State Coalitions: Critical Leadership in Addressing

Violence Against Women

The leadership of state and territory sexual and domestic violence coalitions is essential to ensure quality services for victims and sustainable social change to prevent violence against women. Coalitions are able to leverage resources by providing networking and convening opportunities for local domestic and sexual violence service programs, by engaging in public policy reforms on the statewide level, and by serving as a voice for local programs and the victims they serve at the statewide and national levels. Coalitions engage statewide and national stakeholders to collaboratively address the root causes and social norms that contribute to violence.
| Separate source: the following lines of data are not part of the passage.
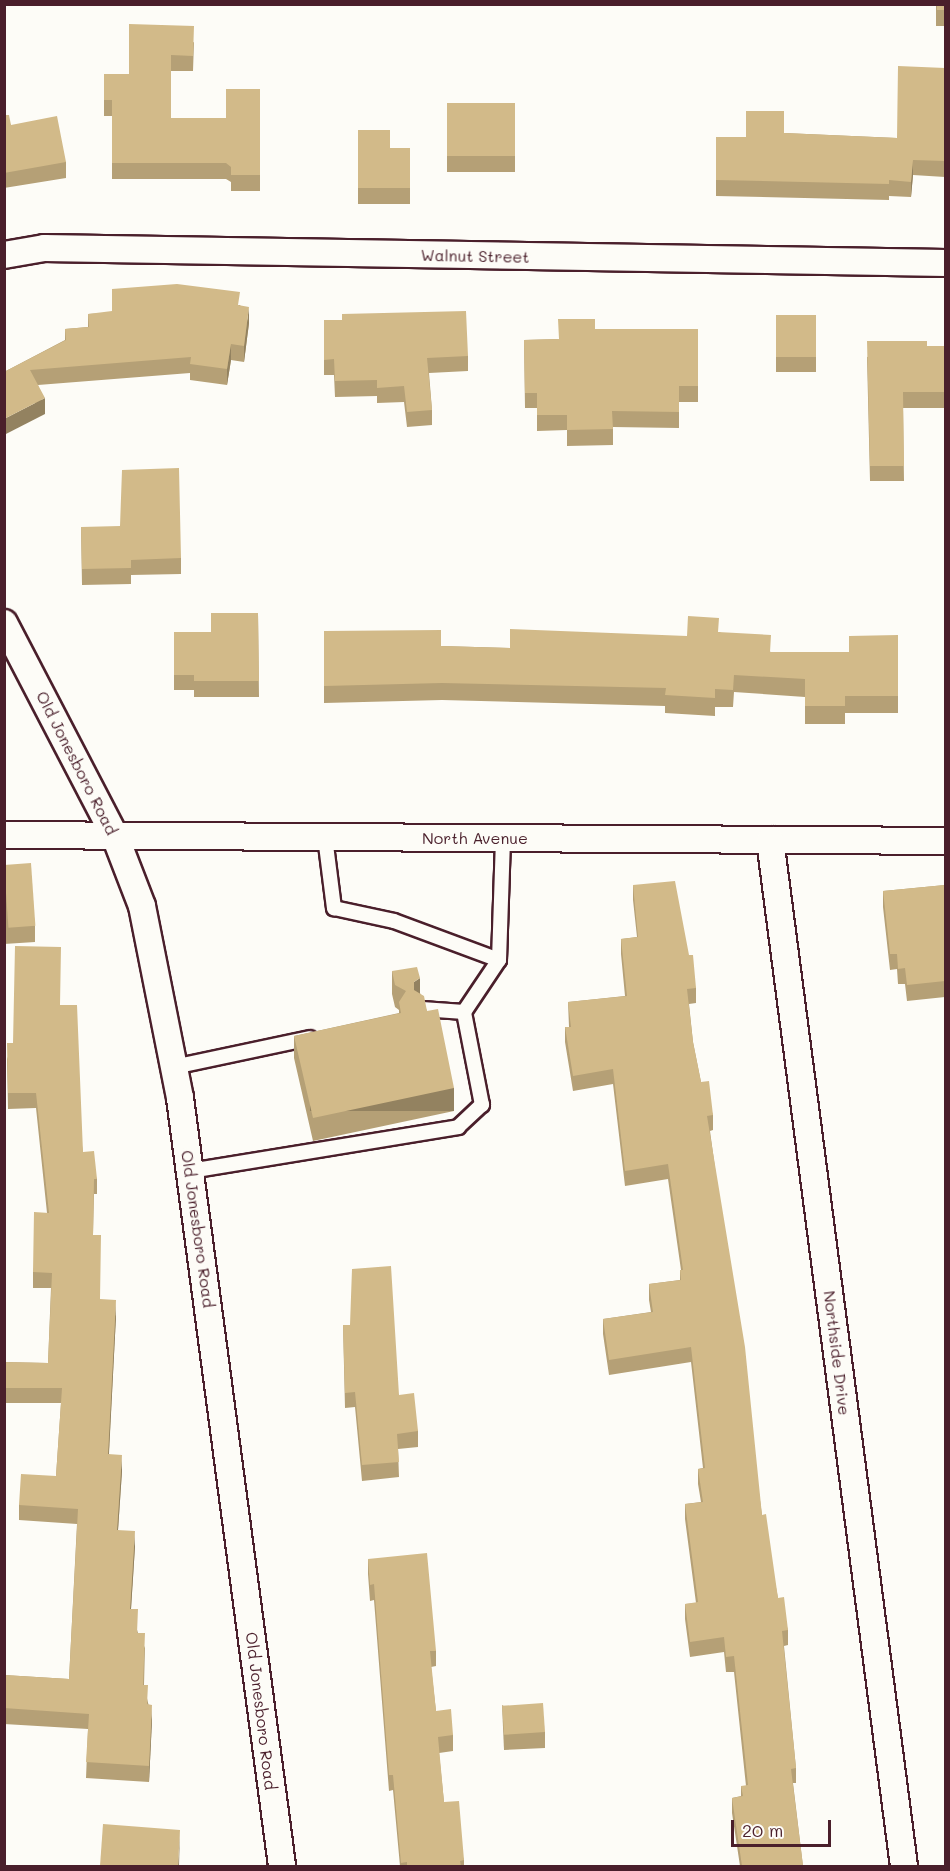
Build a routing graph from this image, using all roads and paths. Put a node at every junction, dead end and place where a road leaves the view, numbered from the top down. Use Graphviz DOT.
graph roads {
  1 [pos="4,255"];
  2 [pos="945,263"];
  3 [pos="4,623"];
  4 [pos="4,835"];
  5 [pos="115,836"];
  6 [pos="325,837"];
  7 [pos="503,838"];
  8 [pos="770,840"];
  9 [pos="945,841"];
  10 [pos="499,960"];
  11 [pos="422,1009"];
  12 [pos="464,1012"];
  13 [pos="322,1035"];
  14 [pos="174,1067"];
  15 [pos="190,1171"];
  16 [pos="282,1866"];
  17 [pos="904,1866"];
  1 -- 2 [label="street, Walnut Street"];
  3 -- 5 [label="street, Old Jonesboro Road"];
  4 -- 5 [label="street, North Avenue"];
  5 -- 6 [label="street, North Avenue"];
  5 -- 14 [label="street, Old Jonesboro Road"];
  6 -- 7 [label="street, North Avenue"];
  6 -- 10 [label="lane"];
  7 -- 8 [label="street, North Avenue"];
  7 -- 10 [label="lane"];
  8 -- 9 [label="street, North Avenue"];
  8 -- 17 [label="street, Northside Drive"];
  10 -- 12 [label="lane"];
  11 -- 12 [label="lane"];
  12 -- 15 [label="lane"];
  13 -- 14 [label="lane"];
  14 -- 15 [label="street, Old Jonesboro Road"];
  15 -- 16 [label="street, Old Jonesboro Road"];
}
Of the 56 states and territories with coalitions, 23 have dual coalitions, addressing both domestic and sexual violence; in the other 33 states and territories, there are two single issue coalitions. Regardless of structure and focus, all coalitions share common purposes, roles and values, that highlight the importance of giving voice to victims, supporting the work of local member programs, holding societal systems accountable for their responses to the crimes of sexual and domestic violence and working on prevention of violence. The scope of the work of state domestic and sexual violence coalitions is intentionally broad in order to provide leadership that integrates local, state and national programs, laws, and policies to end violence against women.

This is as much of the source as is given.